The goal of the prosecution has been clear - to link Mr Trump and his words to the deadly riot that followed.
They also want to ensure the jury of senators - and, importantly, Americans watching at home - see the brutal violence of the mob, the panic of police, and the fear of lawmakers.
Democrats opened the trial on Tuesday with a 13-minute montage of the day.
They changed their tactics slightly on Wednesday, and offered up a nearly minute-by-minute look at the violence, including Mr Trump's tweets.
Here are the key moments from the day
President Donald Trump tweets allegations of vote fraud ahead of his rally in Washington DC.
Members of the Proud Boy movement, a right-wing militia, are seen heading towards the Capitol. Speaking to Newsnight's US correspondent David Grossman, one member of the group says: "We're taking our country back."
One of the group has a radio. "It was clear he was communicating - getting messages, sending messages to somebody," our correspondent said.
President Trump begins his speech to supporters in Washington. Some 15 minutes into it, he starts urging them to converge on the Capitol.
"I know that everyone here will soon be marching over to the Capitol building to peacefully and patriotically make your voices heard," he said.
As the president speaks, a crowd outside the Capitol is swelling. They begin marching towards the police barrier and get past officers. The police, outnumbered, try to contain them.
Trump supporters wield flags and weapons. One man stands on a makeshift gallows, complete with a noose. The crowd chants: "Fight for Trump."
Minutes later, House of Representatives Speaker Nancy Pelosi commences the certification process.
Mr Trump ends his speech with the words: "We fight. We fight like hell and if you don't fight like hell, you're not going to have a country anymore. So let's walk down Pennsylvania Avenue."
Shortly afterwards a Capitol police officer calls for backup.
"They're throwing metal poles at us," he says. "Multiple law-enforcement injuries," he adds in a panicked voice.
Capitol police send an evacuation warning.
Protesters surge past Capitol police protecting the west steps, the side facing the White House.
Minutes later, an officer declares there is a riot at the Capitol. "We're going to give riot warnings," he says. "We're going to try to get compliance but this is now effectively a riot."
Meanwhile Vice President Mike Pence is continuing to preside over the session.

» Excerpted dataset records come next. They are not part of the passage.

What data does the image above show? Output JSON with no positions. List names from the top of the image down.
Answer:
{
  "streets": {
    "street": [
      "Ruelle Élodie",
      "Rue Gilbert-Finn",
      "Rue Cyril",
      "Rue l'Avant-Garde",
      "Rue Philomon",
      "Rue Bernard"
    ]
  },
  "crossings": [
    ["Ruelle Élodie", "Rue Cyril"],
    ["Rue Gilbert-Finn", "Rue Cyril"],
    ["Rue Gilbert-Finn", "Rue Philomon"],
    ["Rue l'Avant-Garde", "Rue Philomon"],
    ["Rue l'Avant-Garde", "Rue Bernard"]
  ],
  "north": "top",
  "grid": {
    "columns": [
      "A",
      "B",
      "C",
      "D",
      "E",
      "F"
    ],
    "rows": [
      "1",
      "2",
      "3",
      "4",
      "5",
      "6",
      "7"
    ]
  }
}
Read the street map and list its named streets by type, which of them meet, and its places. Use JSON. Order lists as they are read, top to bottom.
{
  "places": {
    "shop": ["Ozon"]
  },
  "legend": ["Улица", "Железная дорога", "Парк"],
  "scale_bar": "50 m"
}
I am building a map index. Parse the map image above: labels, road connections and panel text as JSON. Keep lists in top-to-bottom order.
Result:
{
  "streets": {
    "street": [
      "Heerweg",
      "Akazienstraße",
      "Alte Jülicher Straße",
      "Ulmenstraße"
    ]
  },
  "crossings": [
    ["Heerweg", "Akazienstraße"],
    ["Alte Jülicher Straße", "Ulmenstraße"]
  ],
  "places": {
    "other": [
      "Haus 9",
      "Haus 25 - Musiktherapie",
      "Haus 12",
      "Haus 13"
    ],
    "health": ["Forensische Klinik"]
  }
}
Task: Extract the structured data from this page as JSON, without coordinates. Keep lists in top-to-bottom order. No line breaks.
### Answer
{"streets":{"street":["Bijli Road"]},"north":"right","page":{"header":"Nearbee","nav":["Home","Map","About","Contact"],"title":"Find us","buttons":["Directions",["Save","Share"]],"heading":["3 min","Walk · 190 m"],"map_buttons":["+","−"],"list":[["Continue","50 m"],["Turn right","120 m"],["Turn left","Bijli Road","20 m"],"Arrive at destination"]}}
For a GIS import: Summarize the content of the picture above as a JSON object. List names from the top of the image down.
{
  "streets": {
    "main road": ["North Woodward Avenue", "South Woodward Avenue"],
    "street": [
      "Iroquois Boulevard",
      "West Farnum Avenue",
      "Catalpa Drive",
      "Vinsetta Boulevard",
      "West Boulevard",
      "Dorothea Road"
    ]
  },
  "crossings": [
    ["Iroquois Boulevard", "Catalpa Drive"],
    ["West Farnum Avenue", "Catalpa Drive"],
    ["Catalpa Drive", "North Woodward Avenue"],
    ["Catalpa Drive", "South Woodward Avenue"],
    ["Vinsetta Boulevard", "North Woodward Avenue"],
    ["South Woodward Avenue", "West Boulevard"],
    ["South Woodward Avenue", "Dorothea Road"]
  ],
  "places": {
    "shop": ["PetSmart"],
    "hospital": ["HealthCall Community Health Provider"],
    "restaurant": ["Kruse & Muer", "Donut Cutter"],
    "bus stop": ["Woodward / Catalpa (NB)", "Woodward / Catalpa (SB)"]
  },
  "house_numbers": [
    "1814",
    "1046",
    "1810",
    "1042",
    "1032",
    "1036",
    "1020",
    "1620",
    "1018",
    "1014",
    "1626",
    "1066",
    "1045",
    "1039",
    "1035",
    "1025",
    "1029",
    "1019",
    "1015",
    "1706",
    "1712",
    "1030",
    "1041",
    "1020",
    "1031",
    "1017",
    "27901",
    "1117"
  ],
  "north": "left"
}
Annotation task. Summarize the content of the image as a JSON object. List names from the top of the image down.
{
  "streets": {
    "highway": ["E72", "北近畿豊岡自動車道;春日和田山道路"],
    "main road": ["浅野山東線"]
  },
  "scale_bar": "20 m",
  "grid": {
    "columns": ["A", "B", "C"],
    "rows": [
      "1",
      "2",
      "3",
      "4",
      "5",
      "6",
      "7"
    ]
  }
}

Secret Service quickly and suddenly evacuate Mr Pence from the Senate floor.
The protesters break through the windows. They push inside, hopping through the broken glass. They then kick open the doors to let others in. Some wear hoods and helmets, some hold cameras or Confederate flags.
An immediate recess of the Senate is called.
A minute later, Officer Eugene Goodman runs to respond to the initial breach. He warns Senator Mitt Romney that the mob is approaching. Mr Romney turns and runs through a capitol hallway to safety.
The mob, a floor below them, has already begun to search for the Senate chamber.
Officer Goodman makes his way down to the first floor where he encounters the mob.
He lures the armed rioters away from the upper chamber. Many of these individuals have been calling for Mr Pence to be hanged.
By that point, the rioters are "within 100ft" (30m) of Mr Pence and a foot away from one of the doors to the chamber. Many senators are still inside.
At the same time, Ms Pelosi is rushed from the house floor. She is evacuated entirely from the Capitol complex to a secure off-site location.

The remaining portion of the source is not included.